Saturday, 28 January 2006

Soul Purpose


We play in a worship band called Soul Purpose... It all started off with Autumn Soul in 1996 - members have come and gone but since 2000 we've been fairly much the same group of friends.

This picture was taken at a 'black and white'-themed dinner a few weeks ago - hence the smart look! - and it includes most of the current band as well as an assortment of 'significant others'. I always enjoy playing music with this group of people (and the lovely people who step in at times to help out)... They just seem to know where to go in worship. I'm looking forward to this year's Castlewellan Holiday Week too!

Never Stop Loving

Wow. Just like buses, there's no post for a few weeks and then two come along at once! Some more random musings for you...

I've been a leader of the Youth Club that my church runs for a dozen years now, including two as leader-in-charge with my lovely Kathryn. In that time I've seen a lot of young people go through our doors. Some have stayed with us for years, others for a few weeks. We try to get to know all their names and pray for them. We try to do what's best for them, give them surprises, help create memories and a space for friendship. Most of all, we long to see them meet with Jesus and know Him for themselves.

Which is why occasionally when they reject it all or disrespect us, a momentary thought flashes across my brain - "Smite them all, God!"

It's probably for the best that I'm not God and that His patience never ends.

So I was thinking, to save myself from getting impatient or angry or hurt, I should leave it all up to them: I do my thing, they accept or reject but in the end it's their problem, their lives. It was at this point that I realised - if I stop caring about these young people something much more serious will happen: if I stop loving these young people and become numb to save myself pain, I could stop feeling. At all.

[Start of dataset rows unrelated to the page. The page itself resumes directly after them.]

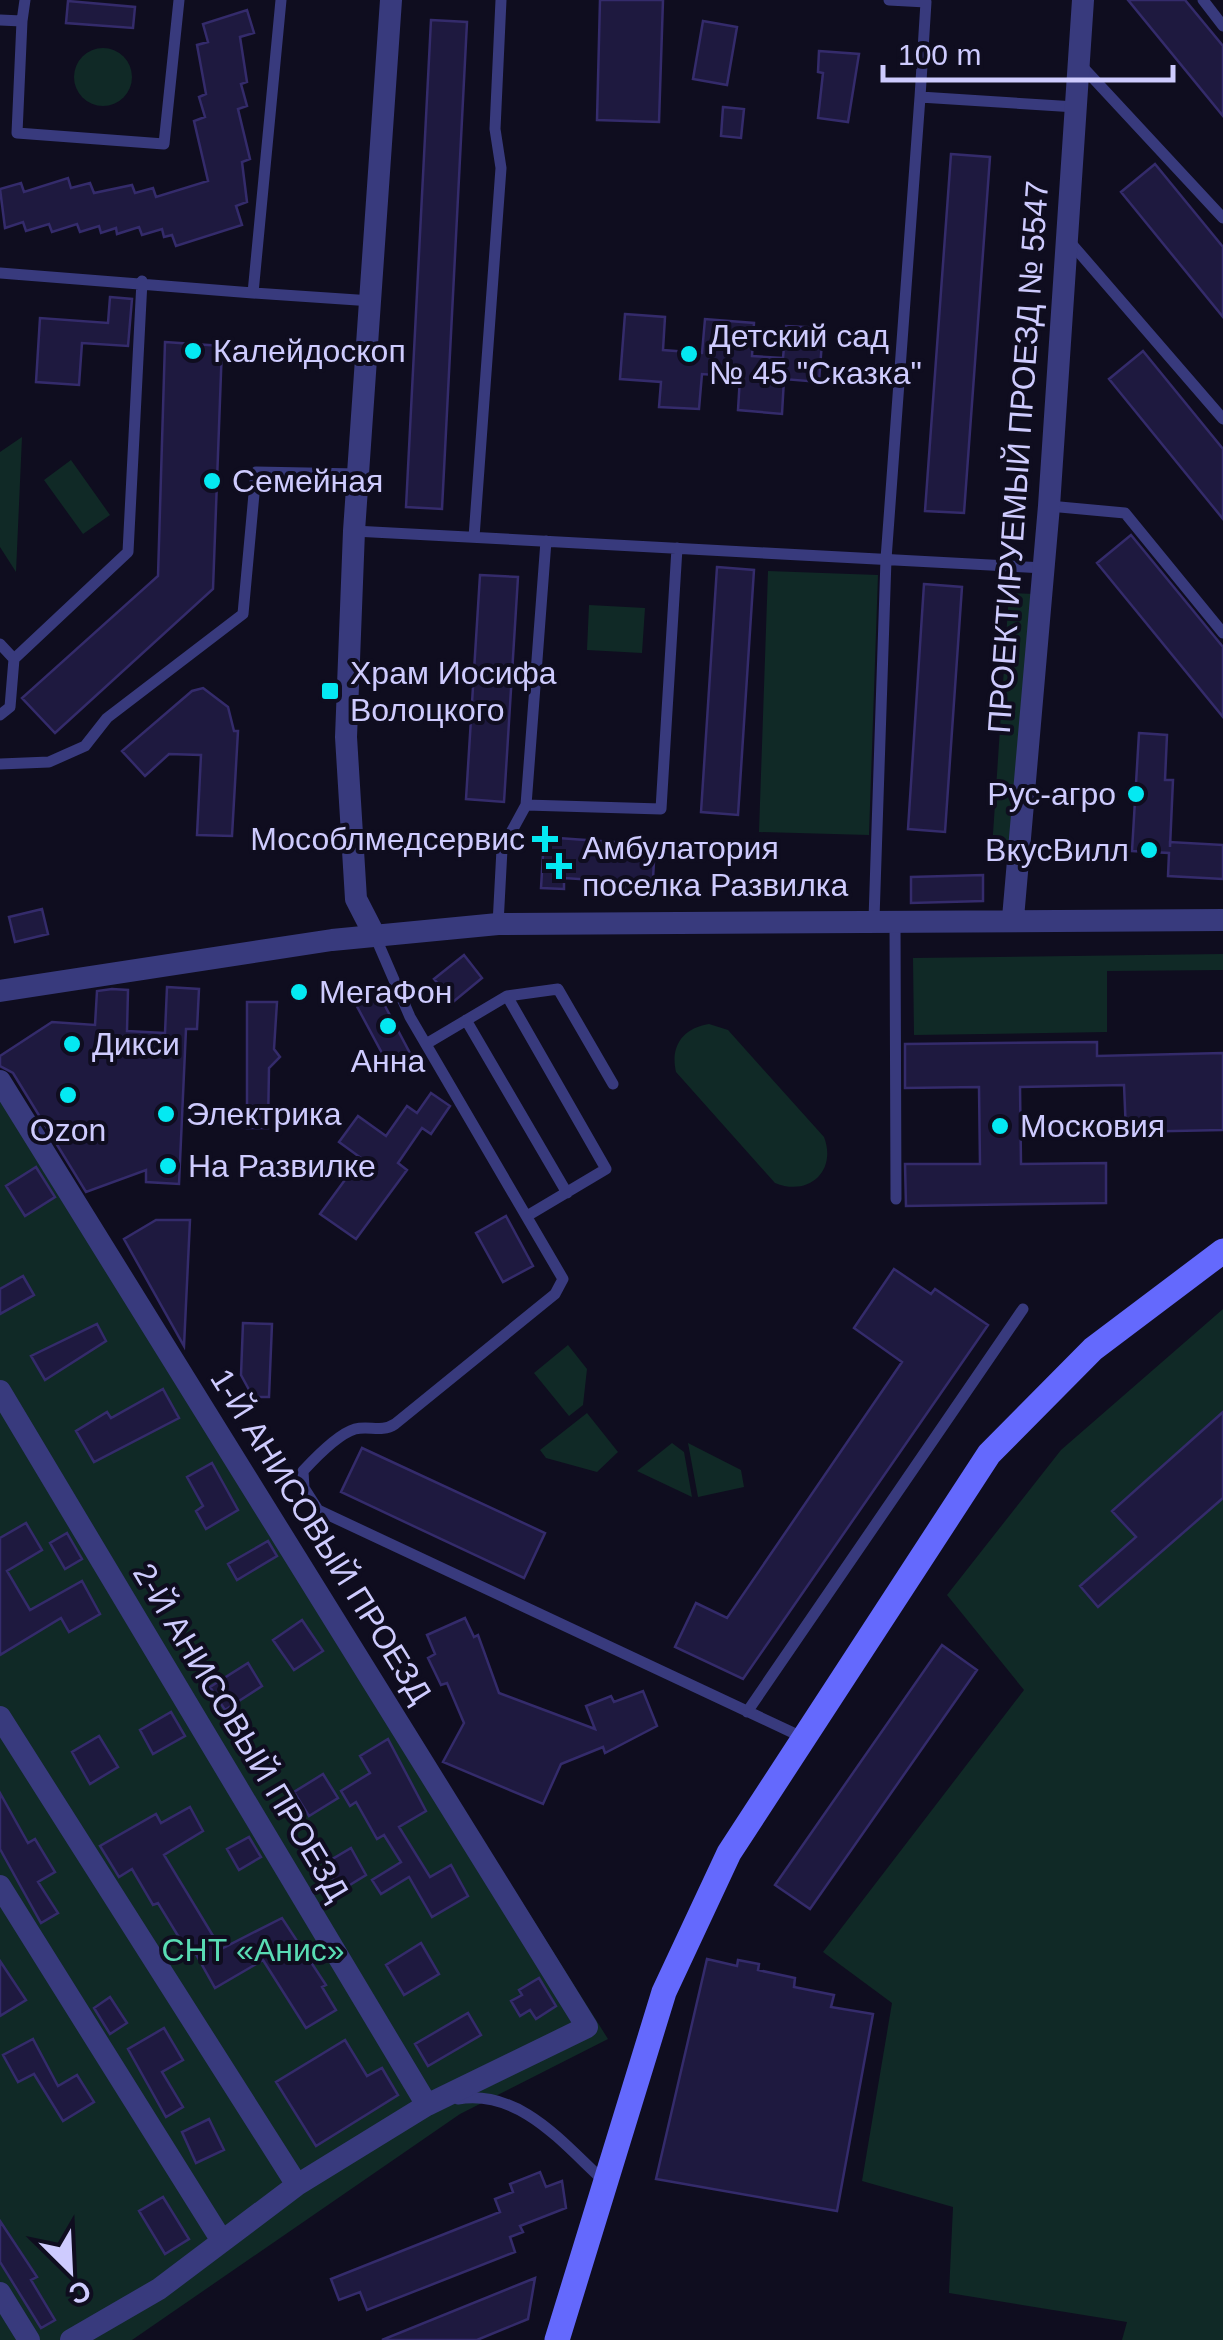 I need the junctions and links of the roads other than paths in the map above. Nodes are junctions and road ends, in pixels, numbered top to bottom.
1 (24, 0) edge
2 (179, 0) edge
3 (281, 0) edge
4 (392, 0) edge
5 (500, 0) edge
6 (888, 0) edge
7 (1084, 0) edge
8 (1202, 0) edge
9 (0, 20) edge
10 (22, 21) junction
11 (1223, 26) edge
12 (1079, 63) junction
13 (920, 97) junction
14 (1076, 106) junction
15 (1223, 218) edge
16 (1067, 238) junction
17 (1, 274) edge
18 (142, 281) junction
19 (253, 293) junction
20 (372, 301) junction
21 (1223, 419) edge
22 (360, 474) junction
23 (1049, 506) junction
24 (354, 531) junction
25 (474, 537) junction
26 (546, 541) junction
27 (678, 548) junction
28 (886, 559) junction
29 (1044, 568) junction
30 (1223, 633) edge
31 (0, 644) edge
32 (14, 659) junction
33 (0, 715) edge
34 (0, 764) edge
35 (526, 805) junction
36 (1013, 918) junction
37 (885, 920) junction
38 (1223, 920) edge
39 (498, 924) junction
40 (375, 936) junction
41 (0, 991) edge
42 (507, 996) junction
43 (466, 1020) junction
44 (426, 1044) junction
45 (0, 1080) edge
46 (613, 1084) dead end
47 (566, 1193) junction
48 (896, 1200) dead end
49 (528, 1216) junction
50 (1223, 1251) edge
51 (1023, 1308) dead end
52 (0, 1392) edge
53 (747, 1712) junction
54 (0, 1717) edge
55 (802, 1738) junction
56 (0, 1886) edge
57 (427, 2106) junction
58 (297, 2185) junction
59 (608, 2185) junction
60 (222, 2241) junction
61 (0, 2293) edge
62 (29, 2340) edge
63 (71, 2340) edge
64 (557, 2340) edge

1 - 10 lane
2 - 10 lane
3 - 19 lane
4 - 20 street
5 - 25 lane
6 - 13 lane
7 - 12 street, ПРОЕКТИРУЕМЫЙ ПРОЕЗД № 5547
8 - 11 lane
9 - 10 lane
12 - 14 street, ПРОЕКТИРУЕМЫЙ ПРОЕЗД № 5547
12 - 15 lane
13 - 14 lane
13 - 28 lane
14 - 16 street, ПРОЕКТИРУЕМЫЙ ПРОЕЗД № 5547
16 - 21 lane
16 - 23 street, ПРОЕКТИРУЕМЫЙ ПРОЕЗД № 5547
17 - 18 lane
18 - 19 lane
18 - 32 lane
19 - 20 lane
20 - 22 street
22 - 24 street
22 - 34 lane
23 - 29 street, ПРОЕКТИРУЕМЫЙ ПРОЕЗД № 5547
23 - 30 lane
24 - 25 lane
24 - 40 street
25 - 26 lane
26 - 27 lane
26 - 35 lane
27 - 28 lane
27 - 35 lane
28 - 29 lane
28 - 37 lane
29 - 36 street, ПРОЕКТИРУЕМЫЙ ПРОЕЗД № 5547
31 - 32 lane
32 - 33 lane
35 - 39 lane
36 - 37 street
36 - 38 street
37 - 39 street
37 - 48 lane
39 - 40 street
40 - 41 street
40 - 44 lane
42 - 43 lane
42 - 46 lane
42 - 47 lane
43 - 44 lane
43 - 47 lane
44 - 49 lane
45 - 57 street, 1-Й АНИСОВЫЙ ПРОЕЗД
47 - 49 lane
49 - 53 lane
50 - 55 street
51 - 53 lane
52 - 57 street, 2-Й АНИСОВЫЙ ПРОЕЗД
53 - 55 lane
54 - 58 street
55 - 59 street
56 - 60 street
57 - 58 street
57 - 59 lane
58 - 60 street
59 - 64 street
60 - 63 street
61 - 62 street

I would be a worse person and gradually the lack-of-love would spread into the rest of my life.

Let's keep praying for the people around us, and when they hurt us let's remember that God takes our pain and replaces it with joy and peace. He is in control. He is our 'loving heavenly father' who never stops loving.

Thursday, 12 January 2006

Lost in worship

I went to the first session of a new discipleship course that's running in our church - Freedom in Christ. It looks like it's going to be good.

I was chatting to a friend later and he asked whether I was glad that I had my life sorted, seeing as how I knew I was going to be a minister and all that. Hmmm. We talked about getting to do everything you've ever wanted to do - and what's beyond? I said I see my life as a walk, a series of steps with God. I can't see the end product or the biggest thing I'll ever do. If 'doing' is what I measure life-success by then I'm going to end up pretty dissatisfied. I'm now of an age where parents, aunts and uncles are all on the verge of retiring - are they now purposeless, having 'done' the biggest things of their lives?

I don't care what I end up doing, toooo much. But what I do want is to be lost in worship of my Lord and King more and more frequently. I want to get in as much practice for Heaven as possible - and bring as many with me as possible. I don't need to be a minister to do that.